遠くても、あいつが心配そうにこちらを見ているのがわかる。
佑哉が目を伏せて守備位置につくと、キャッチャーから「いくぞ!」と声が掛かった。
メンバーがそれに応える声は、不安と困惑が入り混じっている。
(こんなんじゃダメだ……。
いや、これは俺の責任だ。俺がみんなの足を引っ張っている。試合中なのに、どうしてもあの事が頭から離れない。
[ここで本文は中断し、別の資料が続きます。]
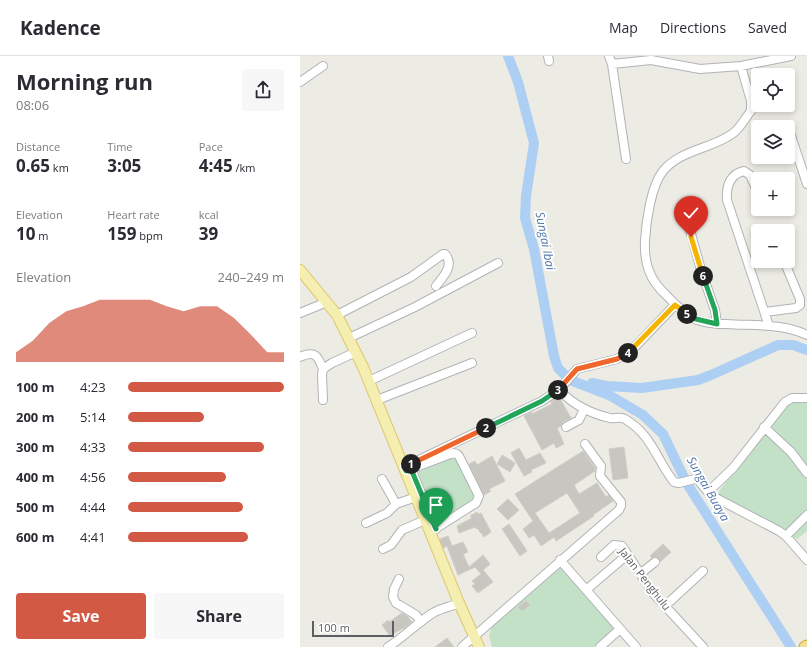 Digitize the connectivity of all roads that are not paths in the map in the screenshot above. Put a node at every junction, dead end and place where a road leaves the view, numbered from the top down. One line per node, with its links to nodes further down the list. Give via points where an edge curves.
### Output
1 (791, 56): 4 (street)
2 (610, 60): 4 (street, via 651,60 700,69); 7 (street)
3 (323, 66): 5 (street)
4 (741, 66): 16 (street, via 751,101 751,111 732,134 691,152 662,171 650,203 644,255 658,287)
5 (300, 82)
6 (795, 148): 9 (street)
7 (626, 159)
8 (751, 176): 17 (street, via 744,171 734,175 726,193)
9 (807, 184)
10 (690, 230): 20 (street)
11 (498, 263): 24 (street)
12 (787, 268): 17 (street, via 800,305 796,308)
13 (300, 270): 15 (main road)
14 (436, 286): 19 (street, via 448,268 449,261 445,254 410,278)
15 (327, 302): 18 (street); 19 (main road)
16 (675, 305): 20 (street, via 696,319); 30 (street, via 623,357 580,368 574,371)
17 (765, 312): 21 (street)
18 (300, 313)
19 (337, 315): 24 (main road)
20 (717, 324): 21 (street)
21 (769, 326): 23 (street, via 782,327)
22 (472, 333): 29 (street)
23 (807, 335)
24 (349, 338): 25 (main road)
25 (356, 352): 28 (street); 29 (main road)
26 (300, 357): 28 (street, via 314,355 319,359)
27 (472, 363): 33 (street)
28 (323, 369): 32 (street)
29 (369, 381): 33 (main road)
30 (560, 388): 34 (street, via 571,402); 38 (street, via 542,401)
31 (807, 398): 36 (street, via 792,398 784,402)
32 (323, 400)
33 (377, 400): 38 (main road)
34 (584, 409): 35 (street, via 579,420); 41 (street, via 609,417 624,418 641,431 673,481 678,483 698,480)
35 (566, 426)
36 (764, 427): 39 (street, via 791,452); 41 (street, via 733,468)
37 (585, 444): 52 (street, via 601,466 600,476 621,502 621,506)
38 (407, 469): 42 (main road); 47 (street); 47 (street, via 453,453 457,454 479,496 476,503)
39 (807, 472)
40 (382, 479): 43 (street)
41 (708, 492): 48 (street)
42 (416, 497): 43 (street); 45 (main road)
43 (396, 504): 46 (street, via 387,513)
44 (807, 515): 48 (street)
45 (425, 520): 47 (main road); 49 (street, via 402,530 391,545)
46 (366, 523)
47 (433, 530): 59 (main road)
48 (786, 536): 53 (street)
49 (383, 549)
50 (627, 555): 51 (street, Jalan Penghulu, via 622,546 618,545); 56 (street, Jalan Penghulu); 58 (street)
51 (601, 556)
52 (560, 560): 58 (street); 63 (street)
53 (807, 560)
54 (655, 562): 56 (street)
55 (703, 571): 60 (street)
56 (640, 574): 60 (street, Jalan Penghulu)
57 (399, 579): 61 (street, via 393,596 396,603 416,615)
58 (586, 590): 62 (street)
59 (459, 603): 61 (street, via 445,607); 63 (main road)
60 (665, 606): 69 (street, Jalan Penghulu)
61 (421, 622): 64 (street)
62 (620, 629): 67 (street); 68 (street)
63 (474, 636): 65 (street); 66 (main road)
64 (388, 647)
65 (462, 647)
66 (479, 647)
67 (600, 647)
68 (636, 647)
69 (703, 647) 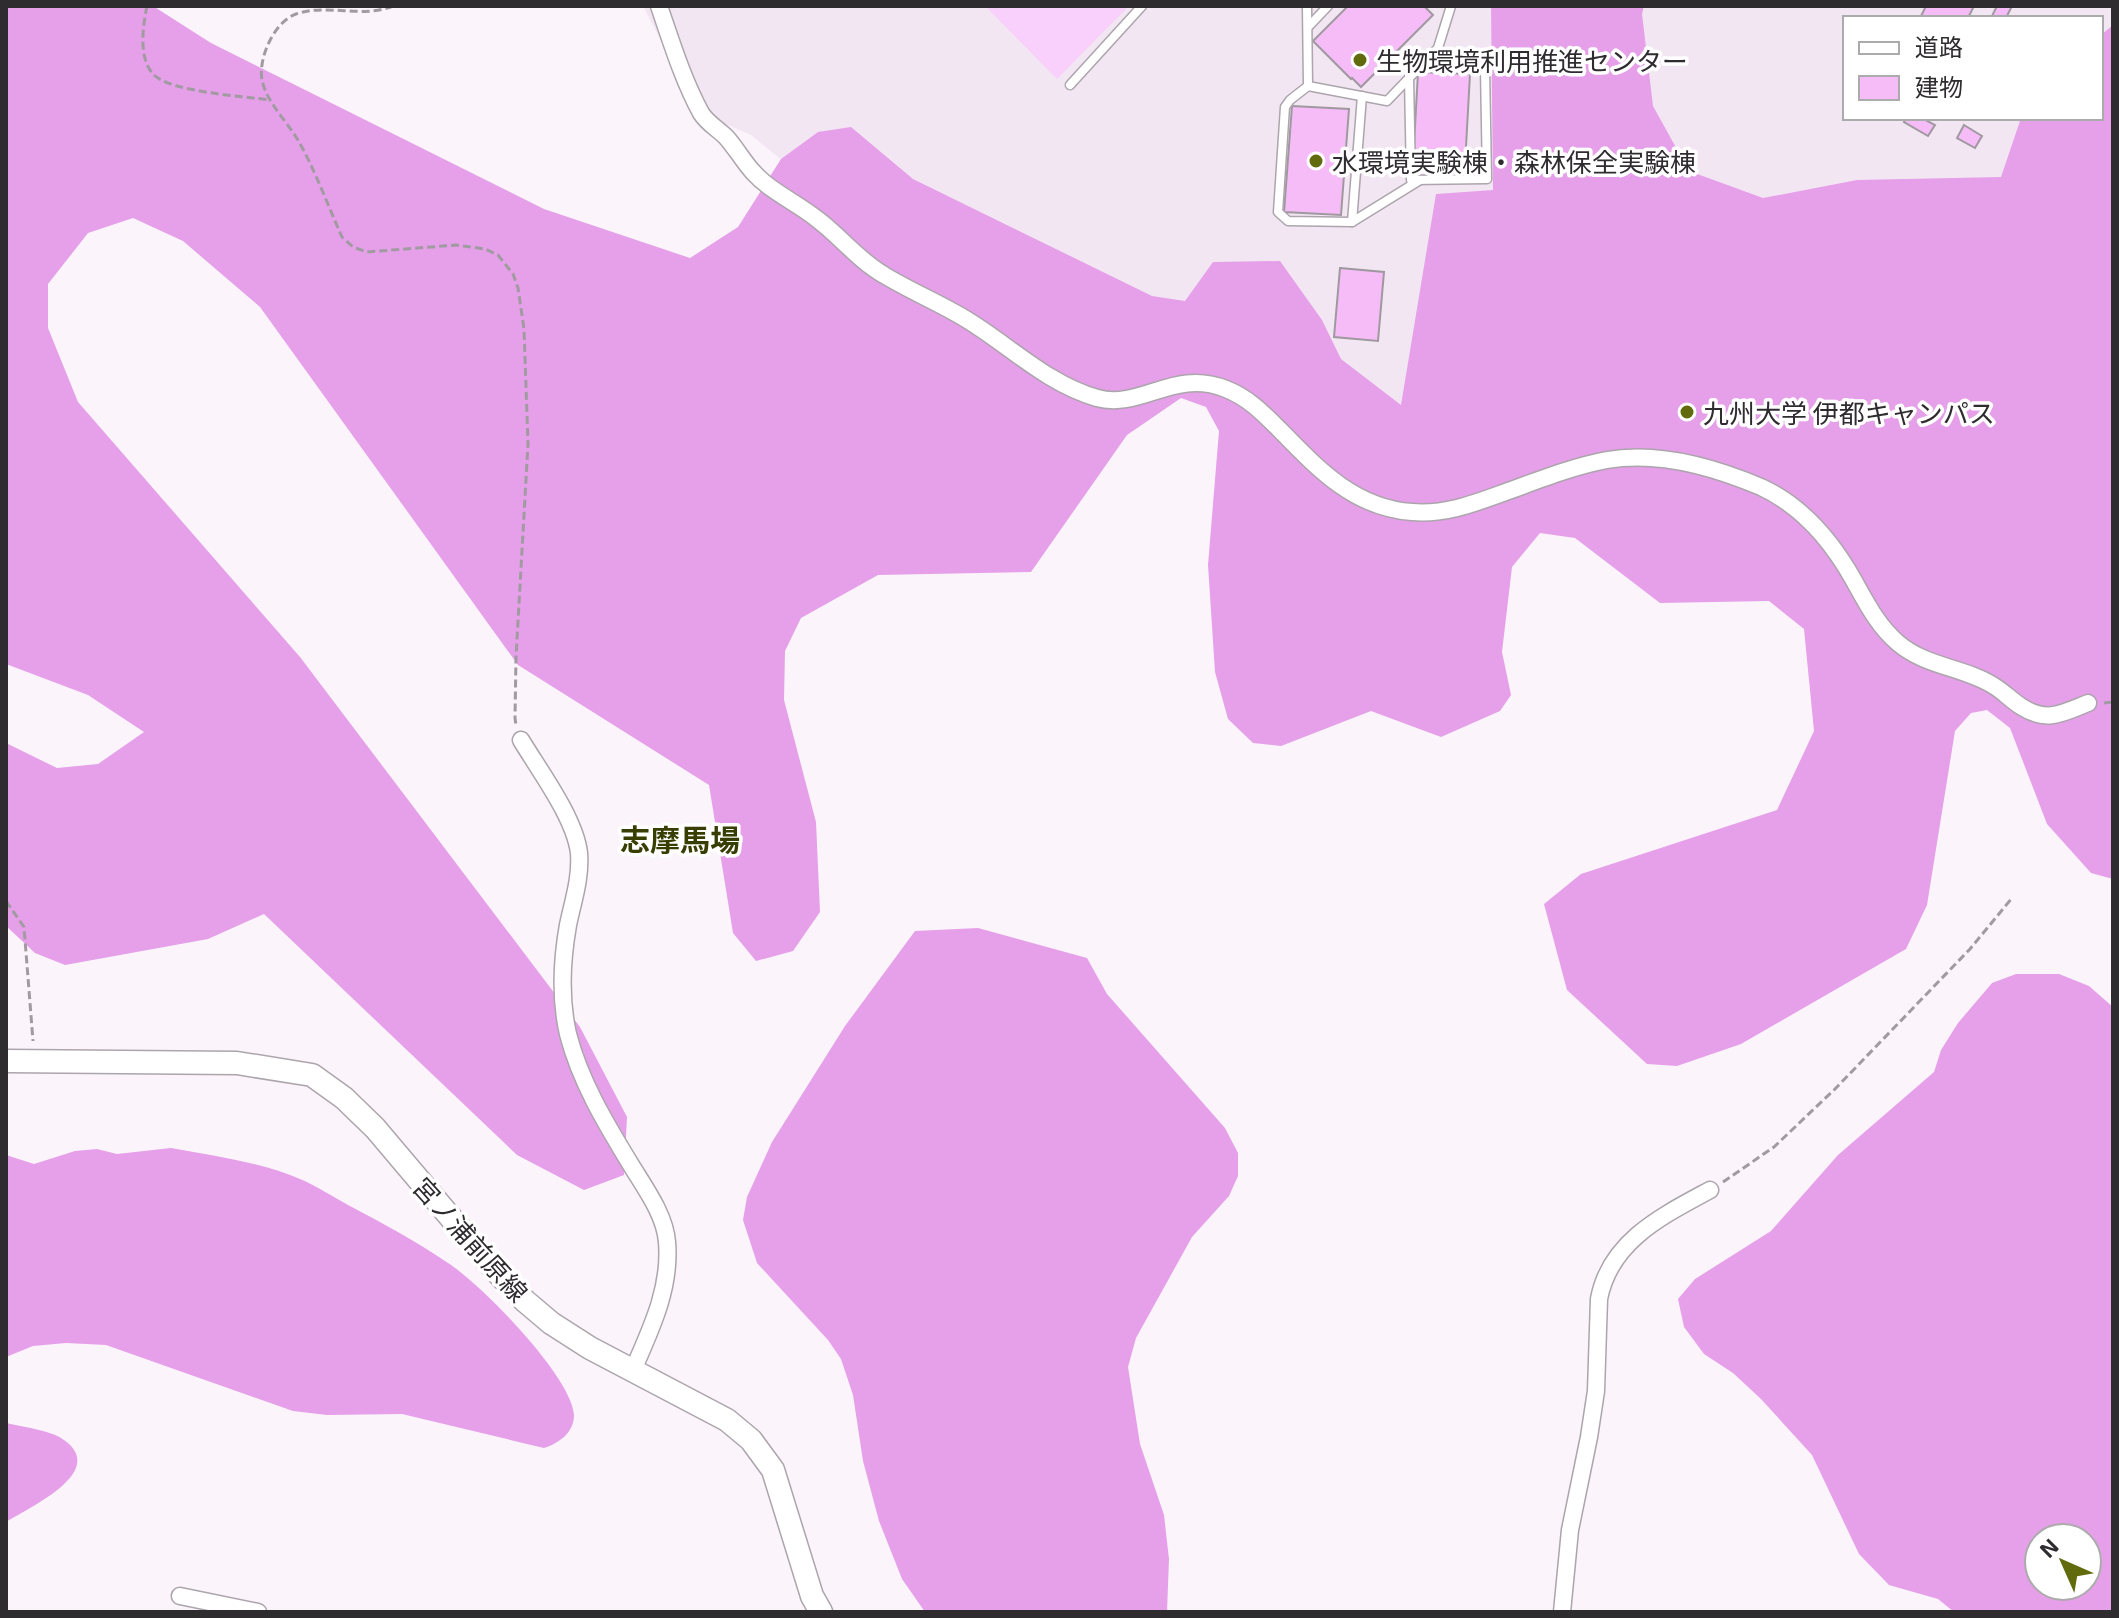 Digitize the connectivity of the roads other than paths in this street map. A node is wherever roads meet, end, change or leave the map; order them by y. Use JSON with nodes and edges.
{"nodes":[{"id":1,"x":659,"y":6,"type":"edge"},
{"id":2,"x":1142,"y":6,"type":"edge"},
{"id":3,"x":1307,"y":6,"type":"edge"},
{"id":4,"x":1328,"y":6,"type":"edge"},
{"id":5,"x":1451,"y":6,"type":"edge"},
{"id":6,"x":1307,"y":27,"type":"junction"},
{"id":7,"x":1429,"y":57,"type":"junction"},
{"id":8,"x":1409,"y":78,"type":"junction"},
{"id":9,"x":1070,"y":85,"type":"dead end"},
{"id":10,"x":1308,"y":86,"type":"junction"},
{"id":11,"x":1362,"y":96,"type":"junction"},
{"id":12,"x":1421,"y":180,"type":"junction"},
{"id":13,"x":1352,"y":222,"type":"junction"},
{"id":14,"x":2088,"y":703,"type":"dead end"},
{"id":15,"x":521,"y":740,"type":"road end"},
{"id":16,"x":6,"y":1061,"type":"edge"},
{"id":17,"x":1710,"y":1190,"type":"road end"},
{"id":18,"x":633,"y":1370,"type":"junction"},
{"id":19,"x":180,"y":1596,"type":"dead end"},
{"id":20,"x":258,"y":1612,"type":"edge"},
{"id":21,"x":821,"y":1612,"type":"edge"},
{"id":22,"x":1562,"y":1612,"type":"edge"}],
"edges":[{"from":1,"to":14,"type":"street"},
{"from":2,"to":9,"type":"lane"},
{"from":3,"to":6,"type":"lane"},
{"from":4,"to":6,"type":"lane"},
{"from":5,"to":7,"type":"lane"},
{"from":6,"to":10,"type":"lane"},
{"from":7,"to":8,"type":"lane"},
{"from":7,"to":12,"type":"lane"},
{"from":8,"to":11,"type":"lane"},
{"from":8,"to":12,"type":"lane"},
{"from":10,"to":11,"type":"lane"},
{"from":10,"to":13,"type":"lane"},
{"from":11,"to":13,"type":"lane"},
{"from":12,"to":13,"type":"lane"},
{"from":15,"to":18,"type":"street"},
{"from":16,"to":18,"type":"main road","name":"宮ノ浦前原線"},
{"from":17,"to":22,"type":"street"},
{"from":18,"to":21,"type":"main road","name":"宮ノ浦前原線"},
{"from":19,"to":20,"type":"street"}]} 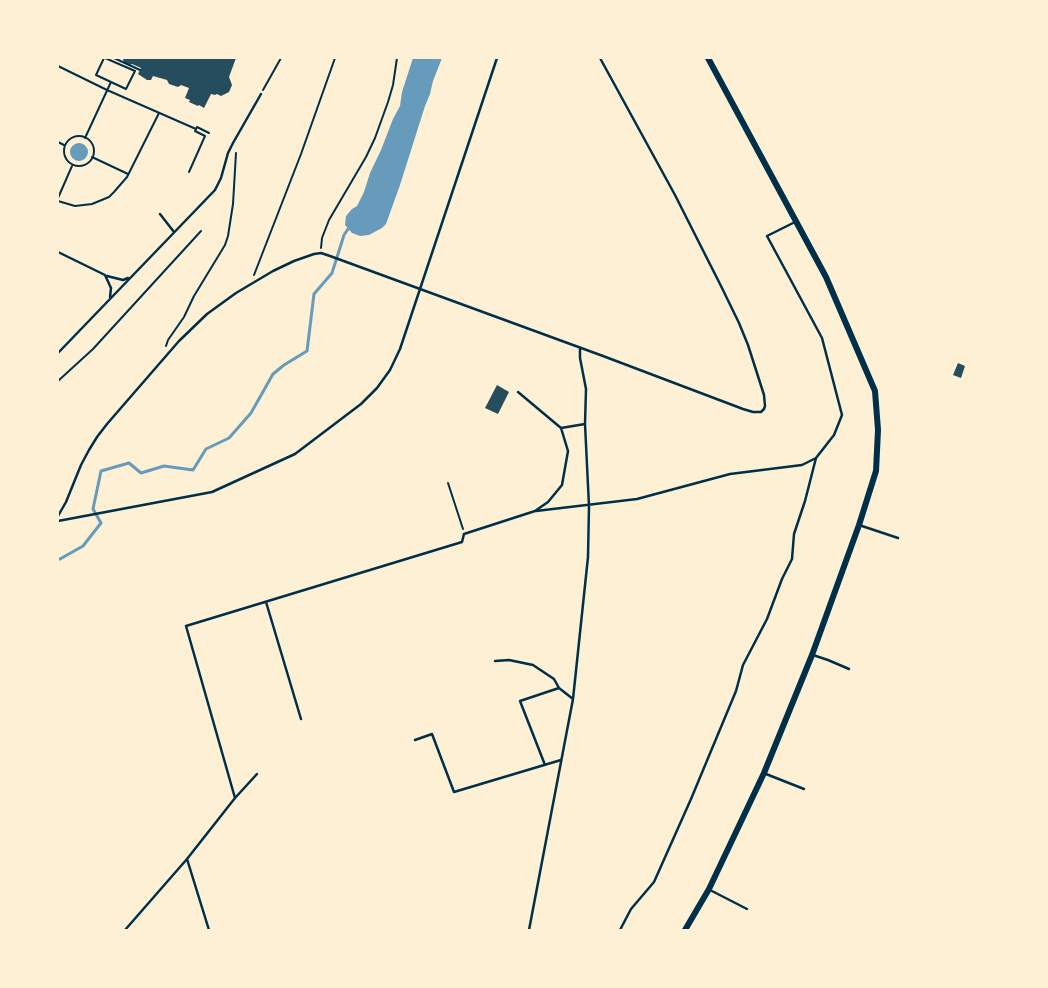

しっかりしろ俺!)
佑哉は雑念を振り払うように頭を振った。
「タイムお願いします!」
突然、キャッチャーがタイムを申し出た。
ピッチャーの元に駆け寄り、内野陣にも手招きをする。
マウンドに選手が集まると、それぞれが気遣うように、佑哉をちらと盗み見た。
「ごめん、みんな……。俺、誰かと代わった方が……」
「……殺される」
キャッチャーの山城が呟いた。
佑哉が、え? と顔を上げると、他のメンバーも、うんうんと頷く。
「やべぇよ……。竹本が休んでる間に、佑哉にこんなプレーさせたまま、なんのフォローもできずに負けたなんてバレたら……」
「そうだ。あいつキャプテンの権限でランニング100周とか言い出しかねない」
「そうっすよ。俺なんか完全に瞬殺です。キャプテンの代わりにセカンドにいるのに佑哉先輩のカバー、全然できなくて……。すみません、先輩!」
思わぬ仲間の言葉に、佑哉は声を失った。